The Gospel of Efficiency has reached the farmer; he finds that with three men he can do the work that fifteen men did forty years ago. He realizes that the efficient farmer progresses, the inefficient falls behind.

Will not the same thing be true of woman in the farmstead?

To see how the principle of efficiency may be applied in the work of the farmstead, we have but to look, for instance, at that task of dish washing. Suppose that the worker were piling the dishes at the right of the dishpan and also trying to drain them at the same side. The efficiency expert would promptly decide that this arrangement would cause a waste of time and energy, for while the right hand was ready to lift the dishes to be washed into the pan, the left would have to move back and forth in many unnecessary motions to put the dishes back into the draining rack which was also on the right. The efficiency clerk would demand that the dishes be drained at the left. If there were some article of furniture at the right, so that the dishes could not be placed there, say a pump or a door or a cupboard, that would have to be removed. If the time and strength and nervous energy of those workers were to be conserved and the product to be put forth with the least expenditure of mind and nerve, such changes would have to be made as would make labor-saving motions possible. Not to make the changes would be bad policy, because these conditions would be constantly causing waste of time and strength; and that time and that strength would be of pecuniary worth to the business. What business? The important business of administering the affairs of the home!

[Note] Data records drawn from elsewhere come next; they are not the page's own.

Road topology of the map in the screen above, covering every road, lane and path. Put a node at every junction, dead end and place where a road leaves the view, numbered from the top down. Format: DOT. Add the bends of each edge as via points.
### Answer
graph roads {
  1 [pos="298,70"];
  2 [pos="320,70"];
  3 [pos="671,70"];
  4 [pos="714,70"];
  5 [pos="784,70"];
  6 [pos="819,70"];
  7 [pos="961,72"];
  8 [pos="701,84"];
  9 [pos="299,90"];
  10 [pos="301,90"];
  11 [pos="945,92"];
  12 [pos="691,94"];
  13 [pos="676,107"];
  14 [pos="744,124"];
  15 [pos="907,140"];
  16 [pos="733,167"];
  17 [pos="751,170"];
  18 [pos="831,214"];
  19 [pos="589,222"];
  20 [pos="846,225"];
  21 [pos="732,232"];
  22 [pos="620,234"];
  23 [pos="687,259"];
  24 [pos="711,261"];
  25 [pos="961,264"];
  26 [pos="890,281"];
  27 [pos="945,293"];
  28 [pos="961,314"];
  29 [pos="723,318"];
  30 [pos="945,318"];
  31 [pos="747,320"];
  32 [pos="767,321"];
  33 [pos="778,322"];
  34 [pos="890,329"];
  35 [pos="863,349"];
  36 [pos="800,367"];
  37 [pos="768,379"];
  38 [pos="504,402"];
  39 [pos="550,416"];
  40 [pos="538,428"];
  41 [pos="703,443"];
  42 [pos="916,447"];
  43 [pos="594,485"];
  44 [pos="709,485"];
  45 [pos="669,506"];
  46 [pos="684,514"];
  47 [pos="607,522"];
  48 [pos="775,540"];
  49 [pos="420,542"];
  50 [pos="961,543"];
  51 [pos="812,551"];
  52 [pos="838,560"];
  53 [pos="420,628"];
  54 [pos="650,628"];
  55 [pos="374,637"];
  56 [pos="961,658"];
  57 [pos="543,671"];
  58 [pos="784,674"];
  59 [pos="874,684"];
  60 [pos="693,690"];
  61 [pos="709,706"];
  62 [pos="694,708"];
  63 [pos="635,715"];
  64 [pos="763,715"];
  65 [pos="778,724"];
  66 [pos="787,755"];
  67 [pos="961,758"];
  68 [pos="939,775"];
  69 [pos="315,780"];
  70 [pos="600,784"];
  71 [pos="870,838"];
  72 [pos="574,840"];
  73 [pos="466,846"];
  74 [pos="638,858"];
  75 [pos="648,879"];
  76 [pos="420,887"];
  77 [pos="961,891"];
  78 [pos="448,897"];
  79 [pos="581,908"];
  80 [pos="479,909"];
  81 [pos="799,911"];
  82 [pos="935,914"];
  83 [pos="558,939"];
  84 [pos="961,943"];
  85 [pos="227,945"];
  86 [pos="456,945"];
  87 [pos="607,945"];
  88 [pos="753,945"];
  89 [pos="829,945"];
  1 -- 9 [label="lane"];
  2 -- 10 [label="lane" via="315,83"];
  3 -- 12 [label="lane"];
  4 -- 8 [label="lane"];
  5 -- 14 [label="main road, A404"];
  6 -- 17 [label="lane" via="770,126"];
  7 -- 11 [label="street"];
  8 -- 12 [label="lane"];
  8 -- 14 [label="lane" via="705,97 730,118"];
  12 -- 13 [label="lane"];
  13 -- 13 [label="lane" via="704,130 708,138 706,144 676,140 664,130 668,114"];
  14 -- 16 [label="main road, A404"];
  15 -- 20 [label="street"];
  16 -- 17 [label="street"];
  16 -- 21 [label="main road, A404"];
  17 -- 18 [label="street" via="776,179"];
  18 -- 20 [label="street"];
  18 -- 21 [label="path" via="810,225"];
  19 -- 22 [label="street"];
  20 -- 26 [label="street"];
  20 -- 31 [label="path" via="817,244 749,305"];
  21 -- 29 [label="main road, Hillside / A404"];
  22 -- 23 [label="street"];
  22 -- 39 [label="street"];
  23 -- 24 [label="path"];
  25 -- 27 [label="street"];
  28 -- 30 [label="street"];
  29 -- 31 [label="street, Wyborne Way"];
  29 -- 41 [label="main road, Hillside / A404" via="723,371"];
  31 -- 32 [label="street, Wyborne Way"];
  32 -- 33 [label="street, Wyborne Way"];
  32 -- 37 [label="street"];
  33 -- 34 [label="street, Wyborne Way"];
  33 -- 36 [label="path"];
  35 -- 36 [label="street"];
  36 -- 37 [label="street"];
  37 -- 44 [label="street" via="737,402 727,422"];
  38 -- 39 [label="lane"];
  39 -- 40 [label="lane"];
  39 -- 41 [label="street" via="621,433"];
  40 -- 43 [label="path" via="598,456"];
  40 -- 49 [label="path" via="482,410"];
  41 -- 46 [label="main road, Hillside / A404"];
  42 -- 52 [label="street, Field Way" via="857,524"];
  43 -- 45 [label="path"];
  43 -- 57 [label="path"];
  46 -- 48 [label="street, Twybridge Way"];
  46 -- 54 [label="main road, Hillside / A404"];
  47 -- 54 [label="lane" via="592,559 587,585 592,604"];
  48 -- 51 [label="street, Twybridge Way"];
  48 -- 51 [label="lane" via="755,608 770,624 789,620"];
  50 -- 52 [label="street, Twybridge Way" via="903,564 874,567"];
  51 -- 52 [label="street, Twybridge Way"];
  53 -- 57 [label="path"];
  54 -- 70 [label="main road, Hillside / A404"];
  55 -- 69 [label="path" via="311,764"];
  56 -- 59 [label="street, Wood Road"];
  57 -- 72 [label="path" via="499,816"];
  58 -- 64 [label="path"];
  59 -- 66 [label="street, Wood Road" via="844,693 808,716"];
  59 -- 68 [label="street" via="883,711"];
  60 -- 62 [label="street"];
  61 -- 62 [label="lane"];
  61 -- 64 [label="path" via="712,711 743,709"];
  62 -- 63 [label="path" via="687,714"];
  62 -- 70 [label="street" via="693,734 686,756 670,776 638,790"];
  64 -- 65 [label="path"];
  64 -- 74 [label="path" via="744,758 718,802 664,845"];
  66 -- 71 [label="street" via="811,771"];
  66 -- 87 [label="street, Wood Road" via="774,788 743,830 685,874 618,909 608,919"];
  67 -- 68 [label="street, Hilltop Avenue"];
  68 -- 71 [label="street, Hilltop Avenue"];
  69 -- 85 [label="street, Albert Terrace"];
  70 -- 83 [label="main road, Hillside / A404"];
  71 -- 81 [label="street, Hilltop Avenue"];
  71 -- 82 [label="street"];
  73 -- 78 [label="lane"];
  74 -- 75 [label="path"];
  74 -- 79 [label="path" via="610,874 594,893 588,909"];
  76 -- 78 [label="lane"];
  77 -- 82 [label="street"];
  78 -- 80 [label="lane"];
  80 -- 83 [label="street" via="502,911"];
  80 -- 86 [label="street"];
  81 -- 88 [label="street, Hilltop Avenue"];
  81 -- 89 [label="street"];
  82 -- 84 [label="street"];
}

Every Country Girl should experiment to see how she can economize motions and save time. She should make a study of every part of her work and see where she can by forethought cut down useless movements and intensify energy. If at first she finds difficulty, she should persevere; she will master the task in time. There is a knack about it that she must master before she can become adept.

If, for instance the hair is being done up in a new way, it takes a longer time than usual the first day, less time the next, and after a few more days the new way takes no longer than the old. Some natural motions have been found out that economize the time and effort, that introduce convenient moves, that shake off awkwardnesses, and set the whole into a rhythm of motion.

Josephine Preston Peabody has written a lovely poem about a child watching her mother as she braids her hair. The child is delighted with the deftness of her mother's hands, and with the perfect rightness of the braids as every loop comes into its place and all of them are so quickly and so beautifully fitted about the head. That mother had by long practise found the exactly right way to manage that complicated piece of human industry, the "doing up" of a mass of long and wavy hair. She did it almost without thought. Her "motions" were perfectly smooth, exquisitely graceful, and adapted absolutely to the end desired through a series of separate acts composing all together a whole scientific process. And she was so accustomed to it as a whole and to all the separate details, that she could do it with a rhythm that was like music. When it was done she could give one little final pat and say, "There!" with a slight thrill of delight.

Just so should it be with any of the intricate operations of the household laboratory. Just such a thrill of delight should be possible when the complicated piece of hand-work and machine-work called washing the dishes is finished. At the end one should be able to express a delighted "There!"—not because a dreaded and abhorrent quarter-of-an-hour was over, but because a piece of work necessary to human welfare has been turned off with firm conclusiveness and dispatch.